C++ Logo

sg16

Advanced search

Re: utfN_view

From: Zach Laine <whatwasthataddress_at_[hidden]>
Date: Wed, 3 May 2023 20:58:12 -0500
On Mon, Apr 17, 2023 at 1:57 PM Tom Honermann <tom_at_[hidden]> wrote:
>
> On 4/16/23 2:54 PM, Zach Laine via SG16 wrote:
>
> We again talked about utfN_view at the last meeting. I was trying to
> justify their existence, and again I could not remember the salient
> point during the discussion. Now I have. Here is one of them:
>
> template<utf8_iter I, sentinel_for<I> S = I>
> struct utf8_view : view_interface<utf8_view<I, S>> {
> using iterator = I;
> using sentinel = S;
>
> constexpr utf8_view() {}
> constexpr utf8_view(iterator first, sentinel last);
>
> constexpr iterator begin() const;
> constexpr sentinel end() const;
>
> friend constexpr bool operator==(utf8_view lhs, utf8_view rhs)
> { return lhs.begin() == rhs.begin() && lhs.end() == rhs.end(); }
>
> template<class CharT, class Traits>
> friend basic_ostream<CharT, Traits>&
> operator<<(basic_ostream<CharT, Traits>& os, utf8_view v);
>
> private:
> using iterator_t = unspecified; // exposition only
> using sentinel_t = unspecified; // exposition only
>
> iterator_t first_; // exposition only
> [[no_unique_address]] sentinel_t last_; // exposition only
> };
>
> Note the operator<<. I don't know how to provide a general-purpose
> way to stream out a subrange<I, S>, when we know that it happens to
> contain UTF-8, so I created utf8_view, and added an operator<<. I
> have a similar concern about adding support for
> std::format-/std::print-ing ranges of UTF.
>
> I don't think the operator<< above works as a general-purpose method regardless. What does it do when CharT is wchar_t?

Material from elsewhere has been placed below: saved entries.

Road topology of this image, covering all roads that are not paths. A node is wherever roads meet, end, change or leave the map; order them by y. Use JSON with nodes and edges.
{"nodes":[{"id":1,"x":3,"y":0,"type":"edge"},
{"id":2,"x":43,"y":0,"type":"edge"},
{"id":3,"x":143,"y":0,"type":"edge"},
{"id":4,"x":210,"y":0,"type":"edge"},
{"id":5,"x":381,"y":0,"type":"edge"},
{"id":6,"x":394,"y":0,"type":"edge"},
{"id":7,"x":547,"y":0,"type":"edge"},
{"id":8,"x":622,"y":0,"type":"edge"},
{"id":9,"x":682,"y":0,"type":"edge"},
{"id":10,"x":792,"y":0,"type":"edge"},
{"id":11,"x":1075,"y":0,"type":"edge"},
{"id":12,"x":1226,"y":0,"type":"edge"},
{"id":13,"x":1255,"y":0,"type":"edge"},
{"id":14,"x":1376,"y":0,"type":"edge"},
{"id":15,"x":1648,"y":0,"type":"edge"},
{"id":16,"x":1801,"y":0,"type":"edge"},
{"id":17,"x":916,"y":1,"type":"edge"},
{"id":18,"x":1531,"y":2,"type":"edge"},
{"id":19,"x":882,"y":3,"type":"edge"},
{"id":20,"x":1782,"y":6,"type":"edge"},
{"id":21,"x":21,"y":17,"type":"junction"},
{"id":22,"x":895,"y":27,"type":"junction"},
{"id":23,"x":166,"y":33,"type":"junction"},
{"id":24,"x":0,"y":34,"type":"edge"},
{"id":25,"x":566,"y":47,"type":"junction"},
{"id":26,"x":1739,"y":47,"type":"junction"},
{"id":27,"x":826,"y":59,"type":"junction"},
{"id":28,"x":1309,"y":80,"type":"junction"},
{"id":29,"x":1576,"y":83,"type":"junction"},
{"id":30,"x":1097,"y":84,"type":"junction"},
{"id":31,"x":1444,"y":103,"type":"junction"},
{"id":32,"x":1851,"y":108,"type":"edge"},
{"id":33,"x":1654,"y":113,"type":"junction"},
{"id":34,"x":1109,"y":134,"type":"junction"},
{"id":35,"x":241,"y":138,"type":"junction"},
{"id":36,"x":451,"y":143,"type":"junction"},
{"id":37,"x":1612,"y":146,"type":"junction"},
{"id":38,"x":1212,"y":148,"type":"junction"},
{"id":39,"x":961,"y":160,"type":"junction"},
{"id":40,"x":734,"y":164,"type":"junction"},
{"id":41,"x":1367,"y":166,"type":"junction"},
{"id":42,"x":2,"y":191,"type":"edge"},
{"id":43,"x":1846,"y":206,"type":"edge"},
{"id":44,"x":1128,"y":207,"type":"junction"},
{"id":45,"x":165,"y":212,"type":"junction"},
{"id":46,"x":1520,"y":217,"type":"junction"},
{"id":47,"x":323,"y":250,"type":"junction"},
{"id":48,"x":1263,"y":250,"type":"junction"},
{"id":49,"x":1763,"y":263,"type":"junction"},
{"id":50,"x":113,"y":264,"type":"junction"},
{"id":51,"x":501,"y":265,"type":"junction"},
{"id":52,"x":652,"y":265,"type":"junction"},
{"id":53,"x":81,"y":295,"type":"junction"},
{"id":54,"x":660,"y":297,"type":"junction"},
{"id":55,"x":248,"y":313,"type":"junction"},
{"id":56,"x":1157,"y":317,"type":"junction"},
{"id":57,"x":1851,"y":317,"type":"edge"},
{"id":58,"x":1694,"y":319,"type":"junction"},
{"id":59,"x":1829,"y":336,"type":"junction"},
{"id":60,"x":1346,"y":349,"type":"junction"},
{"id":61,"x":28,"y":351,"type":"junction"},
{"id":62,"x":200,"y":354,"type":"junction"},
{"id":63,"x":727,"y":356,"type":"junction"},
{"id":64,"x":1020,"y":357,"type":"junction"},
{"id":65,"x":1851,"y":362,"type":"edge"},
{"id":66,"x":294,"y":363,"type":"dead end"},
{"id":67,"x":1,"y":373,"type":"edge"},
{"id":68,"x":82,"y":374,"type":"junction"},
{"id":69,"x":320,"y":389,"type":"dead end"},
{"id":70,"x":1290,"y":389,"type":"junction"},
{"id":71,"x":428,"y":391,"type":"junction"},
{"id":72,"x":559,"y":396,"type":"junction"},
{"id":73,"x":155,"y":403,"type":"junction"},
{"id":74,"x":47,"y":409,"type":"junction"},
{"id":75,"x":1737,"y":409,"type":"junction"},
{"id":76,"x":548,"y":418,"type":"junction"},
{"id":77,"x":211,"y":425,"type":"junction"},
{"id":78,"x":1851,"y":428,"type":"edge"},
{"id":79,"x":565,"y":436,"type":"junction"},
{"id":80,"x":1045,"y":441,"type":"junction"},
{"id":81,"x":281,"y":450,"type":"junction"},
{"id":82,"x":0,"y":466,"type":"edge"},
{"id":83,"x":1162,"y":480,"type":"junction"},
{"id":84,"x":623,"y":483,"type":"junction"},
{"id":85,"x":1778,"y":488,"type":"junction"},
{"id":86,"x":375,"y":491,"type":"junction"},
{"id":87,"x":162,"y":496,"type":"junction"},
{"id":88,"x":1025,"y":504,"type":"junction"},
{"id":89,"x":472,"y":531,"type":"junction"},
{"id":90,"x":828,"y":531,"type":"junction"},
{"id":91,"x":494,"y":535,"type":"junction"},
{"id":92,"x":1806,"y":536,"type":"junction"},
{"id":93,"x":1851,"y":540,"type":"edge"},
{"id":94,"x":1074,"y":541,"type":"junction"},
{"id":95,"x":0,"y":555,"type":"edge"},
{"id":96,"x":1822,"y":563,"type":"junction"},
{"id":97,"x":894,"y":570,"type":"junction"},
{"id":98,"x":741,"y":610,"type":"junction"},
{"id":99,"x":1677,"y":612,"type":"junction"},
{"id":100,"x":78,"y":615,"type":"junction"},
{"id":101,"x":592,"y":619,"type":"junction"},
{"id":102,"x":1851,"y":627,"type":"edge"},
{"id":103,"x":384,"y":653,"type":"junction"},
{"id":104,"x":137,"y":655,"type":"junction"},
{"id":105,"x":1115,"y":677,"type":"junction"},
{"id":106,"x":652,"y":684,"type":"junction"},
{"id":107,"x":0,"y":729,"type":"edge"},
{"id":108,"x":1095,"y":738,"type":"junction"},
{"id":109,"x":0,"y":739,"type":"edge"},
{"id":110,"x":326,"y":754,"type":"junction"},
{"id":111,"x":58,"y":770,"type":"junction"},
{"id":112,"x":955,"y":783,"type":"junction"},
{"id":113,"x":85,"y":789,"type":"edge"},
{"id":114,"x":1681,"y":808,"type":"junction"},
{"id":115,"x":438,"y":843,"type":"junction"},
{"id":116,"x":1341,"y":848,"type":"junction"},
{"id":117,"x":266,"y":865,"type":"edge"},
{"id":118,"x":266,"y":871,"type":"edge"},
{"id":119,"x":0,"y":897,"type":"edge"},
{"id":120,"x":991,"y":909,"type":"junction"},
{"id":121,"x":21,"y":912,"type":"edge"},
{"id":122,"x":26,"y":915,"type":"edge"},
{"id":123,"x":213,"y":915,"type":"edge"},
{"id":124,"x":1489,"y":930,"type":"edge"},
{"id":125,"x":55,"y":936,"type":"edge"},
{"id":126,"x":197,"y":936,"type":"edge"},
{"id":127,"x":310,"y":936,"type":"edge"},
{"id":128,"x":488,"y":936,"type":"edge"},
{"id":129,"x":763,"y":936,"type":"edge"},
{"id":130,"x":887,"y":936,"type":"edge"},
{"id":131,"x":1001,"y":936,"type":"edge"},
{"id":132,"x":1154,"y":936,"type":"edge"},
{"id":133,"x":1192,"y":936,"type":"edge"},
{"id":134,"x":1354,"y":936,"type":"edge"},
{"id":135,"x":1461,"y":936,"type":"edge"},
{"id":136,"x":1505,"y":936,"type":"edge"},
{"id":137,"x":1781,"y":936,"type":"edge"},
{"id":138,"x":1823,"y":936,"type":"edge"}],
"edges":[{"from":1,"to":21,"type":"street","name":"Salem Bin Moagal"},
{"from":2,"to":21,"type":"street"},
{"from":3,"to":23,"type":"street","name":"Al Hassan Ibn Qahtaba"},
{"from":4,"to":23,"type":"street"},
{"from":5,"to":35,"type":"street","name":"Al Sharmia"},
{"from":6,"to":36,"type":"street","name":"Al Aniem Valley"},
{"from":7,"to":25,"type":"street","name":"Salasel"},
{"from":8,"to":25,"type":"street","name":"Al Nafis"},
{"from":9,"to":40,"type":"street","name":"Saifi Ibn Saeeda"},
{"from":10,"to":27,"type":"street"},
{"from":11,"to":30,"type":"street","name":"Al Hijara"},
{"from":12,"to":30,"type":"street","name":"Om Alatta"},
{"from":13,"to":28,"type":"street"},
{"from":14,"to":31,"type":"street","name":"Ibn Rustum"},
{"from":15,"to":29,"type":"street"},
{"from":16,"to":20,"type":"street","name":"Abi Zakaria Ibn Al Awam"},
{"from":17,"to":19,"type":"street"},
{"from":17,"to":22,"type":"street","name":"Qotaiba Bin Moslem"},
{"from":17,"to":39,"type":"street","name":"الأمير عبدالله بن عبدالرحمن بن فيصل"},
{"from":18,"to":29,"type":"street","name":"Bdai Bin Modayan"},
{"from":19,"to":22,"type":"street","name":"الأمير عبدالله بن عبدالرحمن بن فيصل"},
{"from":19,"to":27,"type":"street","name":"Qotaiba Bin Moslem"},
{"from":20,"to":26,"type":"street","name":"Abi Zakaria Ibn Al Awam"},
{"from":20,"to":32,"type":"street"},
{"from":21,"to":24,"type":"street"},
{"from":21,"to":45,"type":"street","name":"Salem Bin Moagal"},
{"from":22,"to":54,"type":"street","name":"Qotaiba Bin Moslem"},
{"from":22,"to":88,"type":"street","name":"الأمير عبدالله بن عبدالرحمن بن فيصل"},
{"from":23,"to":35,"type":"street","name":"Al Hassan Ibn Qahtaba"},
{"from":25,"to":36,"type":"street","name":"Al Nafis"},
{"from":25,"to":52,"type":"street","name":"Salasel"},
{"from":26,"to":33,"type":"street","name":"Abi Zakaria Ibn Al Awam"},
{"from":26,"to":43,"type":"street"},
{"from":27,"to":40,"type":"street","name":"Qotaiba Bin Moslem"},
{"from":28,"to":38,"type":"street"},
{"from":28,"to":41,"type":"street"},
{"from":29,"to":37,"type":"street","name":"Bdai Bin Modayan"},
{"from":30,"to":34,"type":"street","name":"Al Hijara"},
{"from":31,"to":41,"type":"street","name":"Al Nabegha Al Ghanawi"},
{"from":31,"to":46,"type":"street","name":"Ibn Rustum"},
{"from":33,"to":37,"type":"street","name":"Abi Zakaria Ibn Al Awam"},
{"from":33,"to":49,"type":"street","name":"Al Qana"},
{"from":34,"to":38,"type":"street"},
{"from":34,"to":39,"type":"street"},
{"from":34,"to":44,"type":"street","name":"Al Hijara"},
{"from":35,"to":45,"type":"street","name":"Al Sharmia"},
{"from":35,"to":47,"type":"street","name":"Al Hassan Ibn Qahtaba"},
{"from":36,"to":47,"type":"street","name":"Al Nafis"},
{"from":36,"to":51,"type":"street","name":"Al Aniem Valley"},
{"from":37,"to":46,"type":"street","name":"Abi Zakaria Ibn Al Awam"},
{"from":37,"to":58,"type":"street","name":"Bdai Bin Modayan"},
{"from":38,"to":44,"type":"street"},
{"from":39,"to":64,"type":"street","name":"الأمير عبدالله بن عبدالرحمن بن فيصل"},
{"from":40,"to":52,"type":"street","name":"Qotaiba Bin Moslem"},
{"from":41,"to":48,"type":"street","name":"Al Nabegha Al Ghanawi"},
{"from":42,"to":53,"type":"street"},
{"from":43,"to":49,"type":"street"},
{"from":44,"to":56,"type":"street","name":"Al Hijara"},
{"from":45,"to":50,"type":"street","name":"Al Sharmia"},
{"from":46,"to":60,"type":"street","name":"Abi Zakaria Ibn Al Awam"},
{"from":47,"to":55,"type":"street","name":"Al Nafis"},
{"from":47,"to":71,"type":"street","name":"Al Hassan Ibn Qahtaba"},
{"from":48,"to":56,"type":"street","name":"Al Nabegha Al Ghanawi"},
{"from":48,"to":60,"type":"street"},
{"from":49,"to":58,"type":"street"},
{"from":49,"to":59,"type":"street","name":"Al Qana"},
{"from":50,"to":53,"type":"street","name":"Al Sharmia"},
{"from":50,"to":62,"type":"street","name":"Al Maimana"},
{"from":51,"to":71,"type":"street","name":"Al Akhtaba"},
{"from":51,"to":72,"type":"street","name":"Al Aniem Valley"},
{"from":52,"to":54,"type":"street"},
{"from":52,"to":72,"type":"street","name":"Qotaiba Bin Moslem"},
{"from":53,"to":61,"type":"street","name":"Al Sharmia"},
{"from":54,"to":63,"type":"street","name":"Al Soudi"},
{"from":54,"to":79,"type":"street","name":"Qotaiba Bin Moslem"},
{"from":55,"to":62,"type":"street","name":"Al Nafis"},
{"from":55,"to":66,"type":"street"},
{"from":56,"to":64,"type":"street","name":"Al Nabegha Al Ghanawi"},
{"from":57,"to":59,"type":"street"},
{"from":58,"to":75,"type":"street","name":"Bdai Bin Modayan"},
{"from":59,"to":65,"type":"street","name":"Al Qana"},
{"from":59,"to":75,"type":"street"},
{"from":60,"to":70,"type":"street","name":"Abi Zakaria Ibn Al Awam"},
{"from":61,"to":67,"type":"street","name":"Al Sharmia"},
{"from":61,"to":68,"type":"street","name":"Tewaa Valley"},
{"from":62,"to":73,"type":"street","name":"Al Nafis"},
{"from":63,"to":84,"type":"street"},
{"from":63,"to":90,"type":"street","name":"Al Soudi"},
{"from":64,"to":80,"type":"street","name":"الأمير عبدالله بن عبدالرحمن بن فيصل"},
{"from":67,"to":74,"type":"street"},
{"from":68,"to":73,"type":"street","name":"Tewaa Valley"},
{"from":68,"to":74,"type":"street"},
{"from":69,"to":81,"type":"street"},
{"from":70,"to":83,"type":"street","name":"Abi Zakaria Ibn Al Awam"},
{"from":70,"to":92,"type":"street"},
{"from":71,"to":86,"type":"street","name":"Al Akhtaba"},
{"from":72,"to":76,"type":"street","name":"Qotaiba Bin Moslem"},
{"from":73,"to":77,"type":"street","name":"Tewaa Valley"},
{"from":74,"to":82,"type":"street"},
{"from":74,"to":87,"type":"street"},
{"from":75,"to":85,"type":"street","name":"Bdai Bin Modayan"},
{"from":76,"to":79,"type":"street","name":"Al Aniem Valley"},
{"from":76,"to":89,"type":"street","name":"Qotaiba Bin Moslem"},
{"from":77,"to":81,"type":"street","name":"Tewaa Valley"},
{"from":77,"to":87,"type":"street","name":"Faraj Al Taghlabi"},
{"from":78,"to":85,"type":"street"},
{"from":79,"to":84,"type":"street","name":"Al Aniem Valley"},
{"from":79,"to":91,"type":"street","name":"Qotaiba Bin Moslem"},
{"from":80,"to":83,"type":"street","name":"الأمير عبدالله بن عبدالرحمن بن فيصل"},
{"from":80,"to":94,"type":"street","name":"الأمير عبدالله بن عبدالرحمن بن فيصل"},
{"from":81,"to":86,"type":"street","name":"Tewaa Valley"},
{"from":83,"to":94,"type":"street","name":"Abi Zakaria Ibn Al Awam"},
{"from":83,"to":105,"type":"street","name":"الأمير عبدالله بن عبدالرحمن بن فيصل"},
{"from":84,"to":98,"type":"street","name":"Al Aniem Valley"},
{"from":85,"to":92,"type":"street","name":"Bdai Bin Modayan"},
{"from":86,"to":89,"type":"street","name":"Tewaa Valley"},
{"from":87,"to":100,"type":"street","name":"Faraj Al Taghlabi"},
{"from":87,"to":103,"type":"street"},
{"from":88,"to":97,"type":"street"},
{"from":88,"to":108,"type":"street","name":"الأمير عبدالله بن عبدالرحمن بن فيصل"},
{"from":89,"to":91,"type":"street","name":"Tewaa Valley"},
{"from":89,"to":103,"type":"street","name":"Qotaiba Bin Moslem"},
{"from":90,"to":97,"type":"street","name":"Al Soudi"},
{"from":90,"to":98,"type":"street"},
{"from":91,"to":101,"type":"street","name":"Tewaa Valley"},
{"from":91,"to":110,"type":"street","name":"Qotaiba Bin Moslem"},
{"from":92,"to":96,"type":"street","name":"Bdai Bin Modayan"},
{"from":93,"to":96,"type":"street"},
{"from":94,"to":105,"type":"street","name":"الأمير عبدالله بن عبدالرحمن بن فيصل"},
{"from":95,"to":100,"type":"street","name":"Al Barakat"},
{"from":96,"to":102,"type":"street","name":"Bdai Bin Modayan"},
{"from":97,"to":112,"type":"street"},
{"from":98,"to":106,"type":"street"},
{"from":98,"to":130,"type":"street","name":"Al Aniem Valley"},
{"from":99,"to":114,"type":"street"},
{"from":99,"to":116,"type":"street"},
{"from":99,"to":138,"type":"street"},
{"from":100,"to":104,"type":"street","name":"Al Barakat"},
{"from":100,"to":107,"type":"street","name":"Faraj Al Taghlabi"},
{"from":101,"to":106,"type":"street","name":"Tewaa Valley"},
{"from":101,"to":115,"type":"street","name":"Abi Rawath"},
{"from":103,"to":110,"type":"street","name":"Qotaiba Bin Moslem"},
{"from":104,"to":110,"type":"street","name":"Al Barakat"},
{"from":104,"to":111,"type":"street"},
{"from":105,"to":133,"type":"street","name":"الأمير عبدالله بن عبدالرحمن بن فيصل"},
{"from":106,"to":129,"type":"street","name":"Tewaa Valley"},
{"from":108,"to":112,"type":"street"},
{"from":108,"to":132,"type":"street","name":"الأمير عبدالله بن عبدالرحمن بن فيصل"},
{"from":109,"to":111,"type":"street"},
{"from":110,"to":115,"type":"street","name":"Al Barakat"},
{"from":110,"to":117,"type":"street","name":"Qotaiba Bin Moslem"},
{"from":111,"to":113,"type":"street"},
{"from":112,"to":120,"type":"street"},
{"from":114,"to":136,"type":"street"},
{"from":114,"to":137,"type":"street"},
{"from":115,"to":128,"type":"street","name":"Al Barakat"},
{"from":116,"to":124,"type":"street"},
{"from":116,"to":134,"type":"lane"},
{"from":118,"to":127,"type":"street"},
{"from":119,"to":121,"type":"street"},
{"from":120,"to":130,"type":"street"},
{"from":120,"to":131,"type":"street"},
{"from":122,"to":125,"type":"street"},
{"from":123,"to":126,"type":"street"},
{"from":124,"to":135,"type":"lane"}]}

It transcodes to UTF-16, of course. In my implementation, I only
support printing to ostream<{char,wchar_t}>. I was asked (I can't
remember by whom anymore) to make it a template <typename CharT>
generalization. It should perhaps be constrained to utf_code_unit
CharT.

> Streaming or printing a utfN_view "just works", and this convenience
> is used throughout Boost.Text and the examples in the papers I'm
> proposing.
>
> I suspect this is not actually true. The paper doesn't explain what operator<< actually does at present. Does it "just work" on Windows to stream to stdout if the user hasn't changed the console encoding to UTF-8 and is not using Microsoft's new Terminal? What would it do if stdout is directed to a terminal in an EBCDIC environment? What if it were directed to a text file in that same environment?

If you configure your system to print Unicode and then try to read it
as non-Unicode, you get mojibake. That doesn't mean that it doesn't
"just work" when you don't do something batty. There has to be
support all up and down your data pipeline for Unicode, for you not to
get mojibake. I can't fix that, but I can specify how to produce
UTF-formatted output.

> There are some hard questions here that I think need to be (separately) answered before we can start supplying such operators.

I disagree. We don't need to lock the entire system down to Unicode
to take some text and spit it out to an ostream.

> I think the value of this convenience is evident in the
> examples. If someone has a reasonable alternative, I'm happy to
> replace utfN_view with something that works more like a typical
> std::ranges view. Without such an alternative, I want to keep the
> current design.
>
> For the case where UTF text is held in char or wchar_t based storage, the solution I prefer is to give the programmer a tool for presenting that data through an interface that exposes it as char8_t, char16_t, or char32_t. Then, we can just rely on the type system to infer the right encoding to use. Something like the following where the unspecified iterator converts the value type of the supplied iterator to char8_t.
>
> template<std::input_iterator I, std::sentinel_for<I> S>
> requires std::convertible_to<std::value_type_t<I>, char8_t>
> struct as_utf8_view : std::ranges::view_base {
> using iterator = /* unspecified */;
> using sentinel = /* unspecified */;
>
> constexpr as_utf8_view();
> constexpr as_utf8_view(I, S);
>
> constexpr iterator begin() const;
> constexpr sentinel end() const;
> };
> template<std::ranges::range R>
> requires std::convertible_to<std::ranges::range_value_t<R>, char8_t>
> auto as_utf8(R r) {
> return as_utf8_view(std::ranges::begin(r), std::ranges::end(r));
> }
>
> That suffices to adapt a range of values of a type that is convertible to char8_t to a view of char8_t values such that they can be used with any interface that works with a range of char8_t.
>
> (Feel free to substitute CTAD as desired)

I think this is pretty close to what's in the P1 version of the paper,
modulo spelling.

Zach

Received on 2023-05-04 01:58:25